» **TRY IT**
Could you filter the listing for lines with the word "dead" and return them?

» **INPUT**
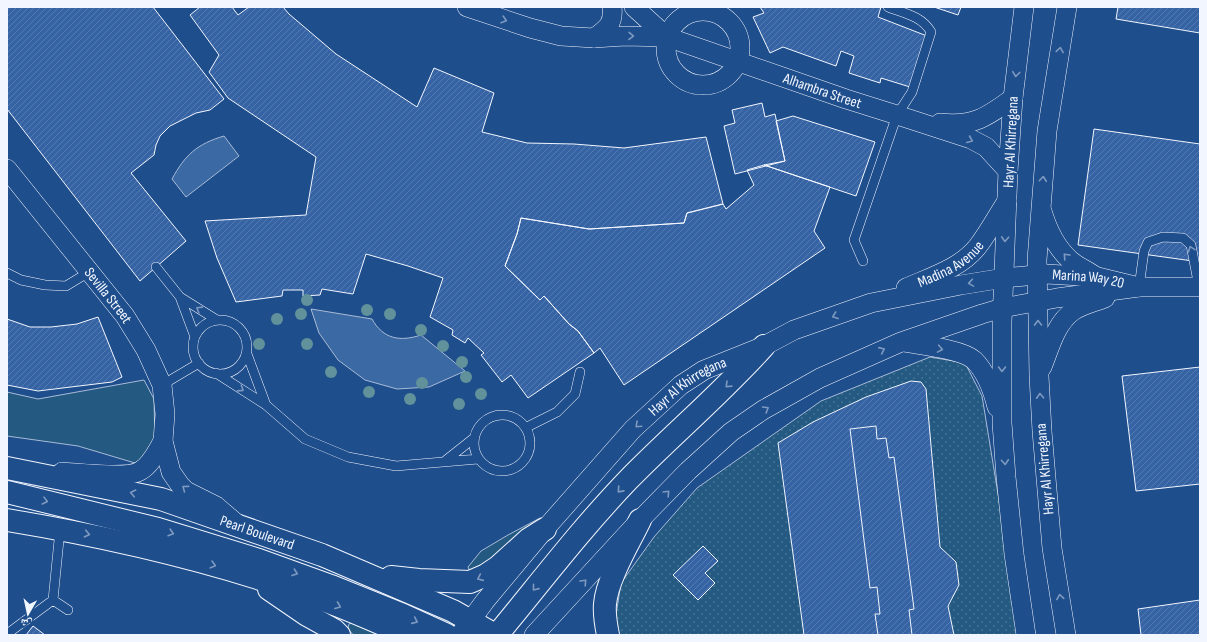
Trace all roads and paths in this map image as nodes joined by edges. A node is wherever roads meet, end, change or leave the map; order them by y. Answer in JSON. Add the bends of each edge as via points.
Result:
{"nodes":[{"id":1,"x":467,"y":7,"type":"edge"},
{"id":2,"x":612,"y":7,"type":"edge"},
{"id":3,"x":634,"y":7,"type":"edge"},
{"id":4,"x":888,"y":7,"type":"edge"},
{"id":5,"x":1024,"y":7,"type":"edge"},
{"id":6,"x":1067,"y":7,"type":"edge"},
{"id":7,"x":668,"y":37,"type":"junction"},
{"id":8,"x":594,"y":38,"type":"junction"},
{"id":9,"x":737,"y":62,"type":"junction"},
{"id":10,"x":1013,"y":98,"type":"junction"},
{"id":11,"x":902,"y":117,"type":"junction"},
{"id":12,"x":7,"y":169,"type":"edge"},
{"id":13,"x":1008,"y":171,"type":"junction"},
{"id":14,"x":1007,"y":200,"type":"junction"},
{"id":15,"x":1041,"y":206,"type":"junction"},
{"id":16,"x":863,"y":261,"type":"dead end"},
{"id":17,"x":156,"y":267,"type":"dead end"},
{"id":18,"x":89,"y":272,"type":"junction"},
{"id":19,"x":7,"y":273,"type":"edge"},
{"id":20,"x":1037,"y":274,"type":"junction"},
{"id":21,"x":1004,"y":278,"type":"junction"},
{"id":22,"x":1098,"y":278,"type":"junction"},
{"id":23,"x":1139,"y":287,"type":"junction"},
{"id":24,"x":1200,"y":287,"type":"edge"},
{"id":25,"x":180,"y":297,"type":"junction"},
{"id":26,"x":1038,"y":301,"type":"junction"},
{"id":27,"x":871,"y":303,"type":"junction"},
{"id":28,"x":1002,"y":308,"type":"junction"},
{"id":29,"x":217,"y":320,"type":"junction"},
{"id":30,"x":195,"y":337,"type":"junction"},
{"id":31,"x":901,"y":342,"type":"junction"},
{"id":32,"x":764,"y":346,"type":"junction"},
{"id":33,"x":247,"y":354,"type":"junction"},
{"id":34,"x":199,"y":363,"type":"junction"},
{"id":35,"x":580,"y":372,"type":"dead end"},
{"id":36,"x":216,"y":373,"type":"junction"},
{"id":37,"x":1039,"y":376,"type":"junction"},
{"id":38,"x":162,"y":384,"type":"junction"},
{"id":39,"x":266,"y":405,"type":"junction"},
{"id":40,"x":1002,"y":423,"type":"junction"},
{"id":41,"x":527,"y":427,"type":"junction"},
{"id":42,"x":474,"y":438,"type":"junction"},
{"id":43,"x":163,"y":441,"type":"junction"},
{"id":44,"x":478,"y":459,"type":"junction"},
{"id":45,"x":445,"y":461,"type":"junction"},
{"id":46,"x":16,"y":469,"type":"edge"},
{"id":47,"x":7,"y":492,"type":"edge"},
{"id":48,"x":7,"y":520,"type":"edge"},
{"id":49,"x":640,"y":520,"type":"junction"},
{"id":50,"x":239,"y":527,"type":"junction"},
{"id":51,"x":60,"y":528,"type":"junction"},
{"id":52,"x":545,"y":529,"type":"junction"},
{"id":53,"x":368,"y":574,"type":"junction"},
{"id":54,"x":248,"y":575,"type":"junction"},
{"id":55,"x":52,"y":600,"type":"junction"},
{"id":56,"x":68,"y":610,"type":"dead end"},
{"id":57,"x":465,"y":628,"type":"edge"},
{"id":58,"x":7,"y":634,"type":"edge"},
{"id":59,"x":339,"y":635,"type":"edge"},
{"id":60,"x":407,"y":635,"type":"edge"},
{"id":61,"x":447,"y":635,"type":"edge"},
{"id":62,"x":496,"y":635,"type":"edge"},
{"id":63,"x":534,"y":635,"type":"edge"},
{"id":64,"x":608,"y":635,"type":"edge"},
{"id":65,"x":1026,"y":635,"type":"edge"},
{"id":66,"x":1066,"y":635,"type":"edge"}],
"edges":[{"from":1,"to":8,"type":"street","name":"Alhambra Street","one_way":true,"via":[[561,36]]},
{"from":2,"to":8,"type":"street","via":[[608,28]]},
{"from":3,"to":7,"type":"street","name":"Alhambra Street"},
{"from":4,"to":11,"type":"lane","via":[[918,18],[931,32]]},
{"from":5,"to":10,"type":"street","name":"Hayr Al Khirregana","one_way":true},
{"from":15,"to":6,"type":"street","name":"Hayr Al Khirregana","one_way":true,"via":[[1047,130]]},
{"from":8,"to":7,"type":"street","name":"Alhambra Street","one_way":true},
{"from":7,"to":9,"type":"street","name":"Alhambra Street"},
{"from":7,"to":9,"type":"street","via":[[666,55],[670,64],[675,72],[690,83],[700,85],[718,82],[730,74]]},
{"from":7,"to":9,"type":"street","via":[[672,27],[689,14],[699,11],[721,15],[736,30],[740,51]]},
{"from":9,"to":11,"type":"street","name":"Alhambra Street"},
{"from":10,"to":11,"type":"street","name":"Alhambra Street","via":[[976,121],[948,124]]},
{"from":10,"to":13,"type":"street","name":"Hayr Al Khirregana"},
{"from":11,"to":13,"type":"street","name":"Alhambra Street","one_way":true,"via":[[971,139],[986,147]]},
{"from":11,"to":16,"type":"lane","via":[[854,240]]},
{"from":12,"to":18,"type":"street","name":"Sevilla Street"},
{"from":13,"to":14,"type":"street","name":"Hayr Al Khirregana"},
{"from":14,"to":21,"type":"street","name":"Hayr Al Khirregana","one_way":true},
{"from":14,"to":27,"type":"street","name":"Madina Avenue","via":[[977,247],[967,257],[941,273]]},
{"from":15,"to":20,"type":"street","name":"Hayr Al Khirregana"},
{"from":22,"to":15,"type":"street","one_way":true,"via":[[1070,260],[1064,253],[1050,232]]},
{"from":17,"to":25,"type":"lane"},
{"from":18,"to":19,"type":"lane","via":[[66,286],[21,280]]},
{"from":18,"to":38,"type":"street","name":"Sevilla Street","via":[[125,316],[146,350]]},
{"from":20,"to":21,"type":"street","name":"Hayr Al Khirregana"},
{"from":20,"to":22,"type":"street","name":"Marina Way 20"},
{"from":20,"to":26,"type":"street","name":"Hayr Al Khirregana"},
{"from":21,"to":27,"type":"street","name":"Hayr Al Khirregana","one_way":true},
{"from":21,"to":28,"type":"street","name":"Hayr Al Khirregana"},
{"from":22,"to":23,"type":"street","name":"Marina Way 20"},
{"from":23,"to":24,"type":"street","name":"Marina Way 20"},
{"from":24,"to":23,"type":"lane","one_way":true,"via":[[1191,245],[1183,238],[1163,236],[1148,242],[1144,251]]},
{"from":23,"to":26,"type":"street","name":"Marina Way 20"},
{"from":23,"to":37,"type":"street","via":[[1074,311],[1064,319]]},
{"from":29,"to":25,"type":"lane","one_way":true},
{"from":25,"to":30,"type":"lane"},
{"from":26,"to":28,"type":"street"},
{"from":37,"to":26,"type":"street","name":"Hayr Al Khirregana","one_way":true},
{"from":27,"to":32,"type":"street","name":"Hayr Al Khirregana","one_way":true,"via":[[794,330]]},
{"from":28,"to":31,"type":"street"},
{"from":28,"to":40,"type":"street","name":"Hayr Al Khirregana","one_way":true},
{"from":29,"to":30,"type":"lane","via":[[204,325]]},
{"from":29,"to":33,"type":"lane","via":[[230,322],[241,329],[246,337]]},
{"from":30,"to":34,"type":"lane","via":[[195,355]]},
{"from":31,"to":40,"type":"street","one_way":true,"via":[[958,352],[973,360],[992,389]]},
{"from":49,"to":31,"type":"street","one_way":true,"via":[[731,432],[763,410],[820,378]]},
{"from":32,"to":52,"type":"street","name":"Hayr Al Khirregana","one_way":true,"via":[[704,370],[681,385],[633,429]]},
{"from":32,"to":62,"type":"main road","one_way":true,"via":[[738,375],[628,480]]},
{"from":33,"to":36,"type":"lane","via":[[235,369]]},
{"from":33,"to":39,"type":"lane"},
{"from":34,"to":36,"type":"lane"},
{"from":34,"to":38,"type":"lane"},
{"from":35,"to":41,"type":"lane","via":[[575,394],[558,412]]},
{"from":36,"to":39,"type":"lane","one_way":true},
{"from":66,"to":37,"type":"street","name":"Hayr Al Khirregana","one_way":true,"via":[[1052,548]]},
{"from":38,"to":43,"type":"street","name":"Sevilla Street"},
{"from":39,"to":45,"type":"lane","via":[[305,439],[348,457],[396,466]]},
{"from":40,"to":65,"type":"street","name":"Hayr Al Khirregana","one_way":true,"via":[[1014,554]]},
{"from":41,"to":42,"type":"lane","via":[[511,416],[496,415],[483,421]]},
{"from":41,"to":44,"type":"lane","via":[[531,446],[522,464],[514,469],[494,470]]},
{"from":42,"to":44,"type":"lane","via":[[473,446]]},
{"from":42,"to":45,"type":"lane"},
{"from":43,"to":46,"type":"street","name":"Sevilla Street","via":[[149,464],[140,471],[129,474]]},
{"from":50,"to":43,"type":"street","name":"Sevilla Street","one_way":true,"via":[[216,506],[180,485],[170,472]]},
{"from":44,"to":45,"type":"lane"},
{"from":50,"to":46,"type":"main road","name":"Pearl Boulevard","one_way":true,"via":[[161,499]]},
{"from":47,"to":61,"type":"main road","one_way":true,"via":[[158,529],[259,560],[338,589]]},
{"from":48,"to":51,"type":"main road"},
{"from":63,"to":49,"type":"street","one_way":true},
{"from":49,"to":64,"type":"main road","via":[[612,577],[605,603]]},
{"from":50,"to":53,"type":"main road","name":"Pearl Boulevard","via":[[322,555]]},
{"from":51,"to":54,"type":"main road","one_way":true,"via":[[134,544]]},
{"from":51,"to":55,"type":"lane"},
{"from":52,"to":53,"type":"main road","one_way":true,"via":[[529,539],[492,571],[470,582]]},
{"from":52,"to":57,"type":"street","name":"Hayr Al Khirregana"},
{"from":53,"to":57,"type":"main road","name":"Pearl Boulevard","via":[[453,611]]},
{"from":54,"to":59,"type":"main road"},
{"from":54,"to":60,"type":"main road","one_way":true,"via":[[312,596]]},
{"from":55,"to":56,"type":"lane"},
{"from":55,"to":58,"type":"lane"},
{"from":57,"to":62,"type":"main road","name":"Pearl Boulevard"}]}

» **RESPONSE FOR THIS EXERCISE**
{"id":16,"x":863,"y":261,"type":"dead end"},
{"id":17,"x":156,"y":267,"type":"dead end"},
{"id":35,"x":580,"y":372,"type":"dead end"},
{"id":56,"x":68,"y":610,"type":"dead end"},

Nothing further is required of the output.